▶ [DATA RECORDS]:
▼

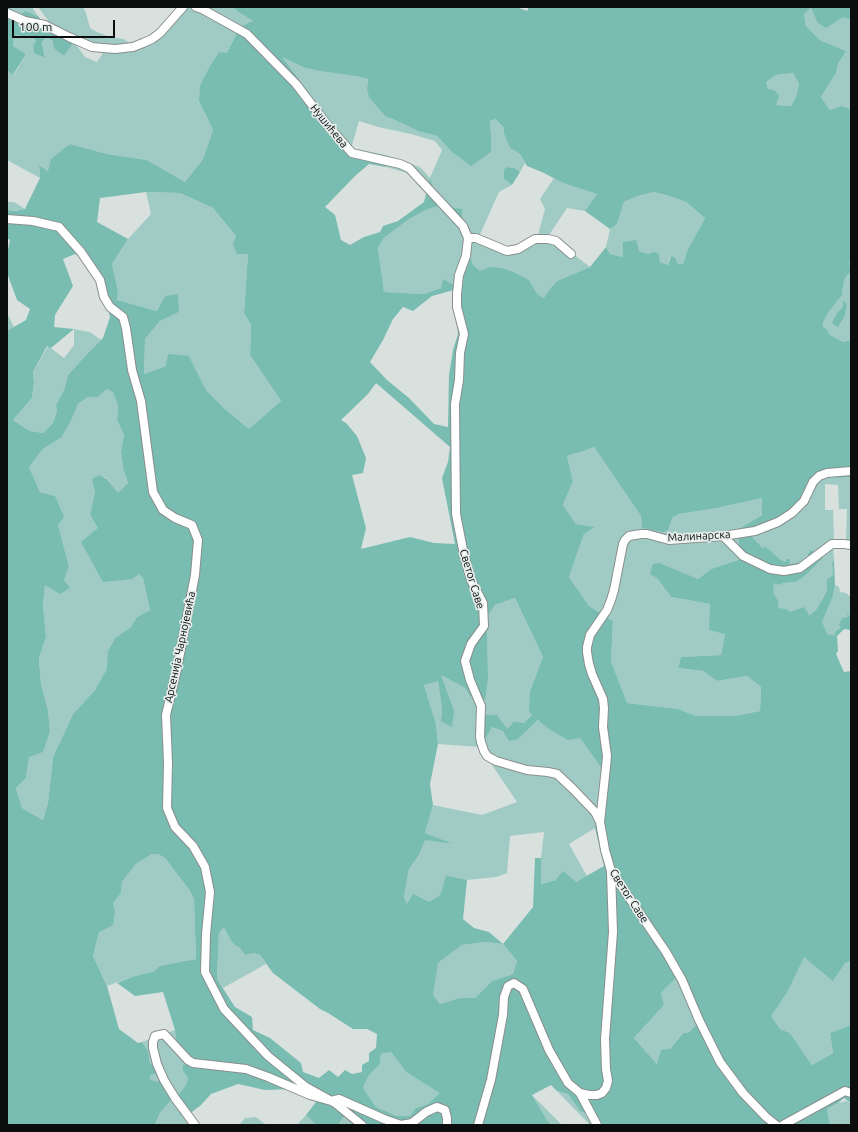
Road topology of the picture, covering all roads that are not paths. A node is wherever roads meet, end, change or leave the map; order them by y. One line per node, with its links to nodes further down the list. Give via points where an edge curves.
1 (183, 7): 3 (street, via 152,39 143,44 115,49 92,47 45,25 25,21)
2 (196, 7): 5 (street, Нушићева, via 246,34 296,84 352,153 409,168 463,226)
3 (7, 13)
4 (7, 219): 14 (street, Арсенија Чарнојевића, via 59,227 81,252 100,280 104,297 110,307 123,317 132,370 141,400 153,492 163,510 192,525 198,540 195,576 166,715 167,808 175,827 193,846 205,867 210,892 205,972 224,1009 268,1056 306,1087)
5 (468, 238): 6 (street, via 476,238 507,251 518,249 535,238 548,239 556,241); 10 (street, Светог Саве, via 457,294 457,308 464,334 455,404 456,514 471,580 483,603 484,626 471,644 465,661 481,706 481,742 487,756 496,761 527,770 557,774 595,812)
6 (572, 254)
7 (851, 471): 8 (street, Малинарска, via 819,476 813,482 804,501 792,514 778,522 755,531)
8 (723, 536): 9 (street, via 743,556 770,569 784,571 800,568 832,544); 10 (street, Малинарска, via 669,540 641,534 629,536 623,544 611,600 590,636 587,647 589,664 604,708 603,727 607,756)
9 (851, 545)
10 (600, 822): 11 (street, Светог Саве)
11 (611, 871): 12 (street, via 613,932 605,1038 608,1081 606,1088 597,1096); 20 (street, Светог Саве, via 682,980 720,1062 743,1093)
12 (580, 1093): 18 (street, via 568,1083 549,1050 522,989 514,983 508,986 504,997 491,1080); 19 (street)
13 (851, 1093): 21 (street, via 845,1091)
14 (331, 1101): 15 (street, Арсенија Чарнојевића, via 310,1096 246,1069 188,1060 164,1034 155,1036 153,1048 164,1080); 16 (street, Арсенија Чарнојевића); 17 (street, via 339,1099 400,1125 412,1123 437,1107 445,1110)
15 (195, 1125)
16 (362, 1125)
17 (447, 1125)
18 (478, 1125)
19 (597, 1125)
20 (776, 1125)
21 (783, 1125)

▲

▶ [TASK DESCRIPTION]:
Copy each line above containing the string "Чарнојевића".

▶ [OUTPUT BELOW]:
4 (7, 219): 14 (street, Арсенија Чарнојевића, via 59,227 81,252 100,280 104,297 110,307 123,317 132,370 141,400 153,492 163,510 192,525 198,540 195,576 166,715 167,808 175,827 193,846 205,867 210,892 205,972 224,1009 268,1056 306,1087)
14 (331, 1101): 15 (street, Арсенија Чарнојевића, via 310,1096 246,1069 188,1060 164,1034 155,1036 153,1048 164,1080); 16 (street, Арсенија Чарнојевића); 17 (street, via 339,1099 400,1125 412,1123 437,1107 445,1110)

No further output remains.